Work task
Every line below that has "nodes" in it should be copied.

Data shown
++++++++++

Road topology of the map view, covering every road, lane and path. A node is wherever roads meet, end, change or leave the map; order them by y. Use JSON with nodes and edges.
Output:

++++++++++

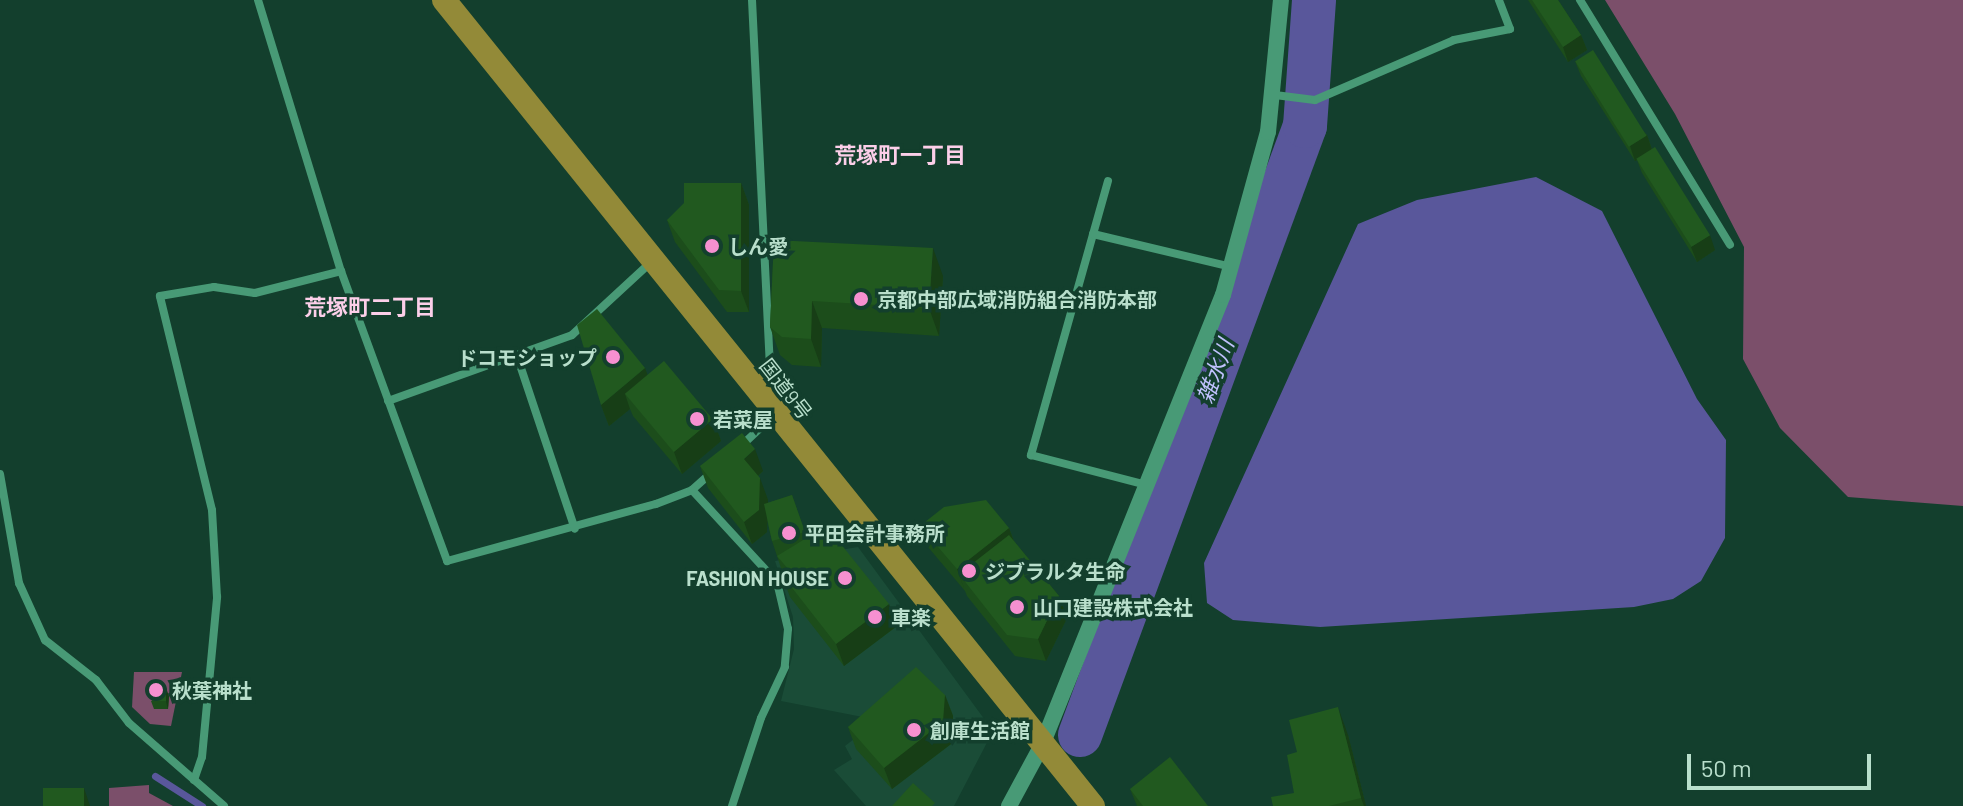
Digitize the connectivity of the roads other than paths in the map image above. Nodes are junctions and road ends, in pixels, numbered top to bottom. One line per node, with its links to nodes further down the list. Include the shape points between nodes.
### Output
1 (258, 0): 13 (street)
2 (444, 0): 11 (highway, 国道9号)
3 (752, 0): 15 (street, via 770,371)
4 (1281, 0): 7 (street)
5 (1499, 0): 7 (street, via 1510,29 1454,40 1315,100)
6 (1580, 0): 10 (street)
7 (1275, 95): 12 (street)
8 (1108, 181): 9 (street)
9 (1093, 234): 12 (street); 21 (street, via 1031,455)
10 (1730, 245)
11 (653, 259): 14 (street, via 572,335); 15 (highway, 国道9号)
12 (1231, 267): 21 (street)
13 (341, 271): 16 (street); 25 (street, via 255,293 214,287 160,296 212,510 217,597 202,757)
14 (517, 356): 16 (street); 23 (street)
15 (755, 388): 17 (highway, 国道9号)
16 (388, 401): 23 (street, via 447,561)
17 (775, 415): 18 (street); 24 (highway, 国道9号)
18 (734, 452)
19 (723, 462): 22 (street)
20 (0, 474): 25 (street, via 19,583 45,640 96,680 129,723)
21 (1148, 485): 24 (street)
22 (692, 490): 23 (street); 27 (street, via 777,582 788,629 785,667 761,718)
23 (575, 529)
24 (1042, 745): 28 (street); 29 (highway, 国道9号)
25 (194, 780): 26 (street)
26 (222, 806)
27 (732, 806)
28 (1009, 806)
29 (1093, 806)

++++++++++

Reply to the exercise
Road topology of the map view, covering every road, lane and path. A node is wherever roads meet, end, change or leave the map; order them by y. Use JSON with nodes and edges.
Digitize the connectivity of the roads other than paths in the map image above. Nodes are junctions and road ends, in pixels, numbered top to bottom. One line per node, with its links to nodes further down the list. Include the shape points between nodes.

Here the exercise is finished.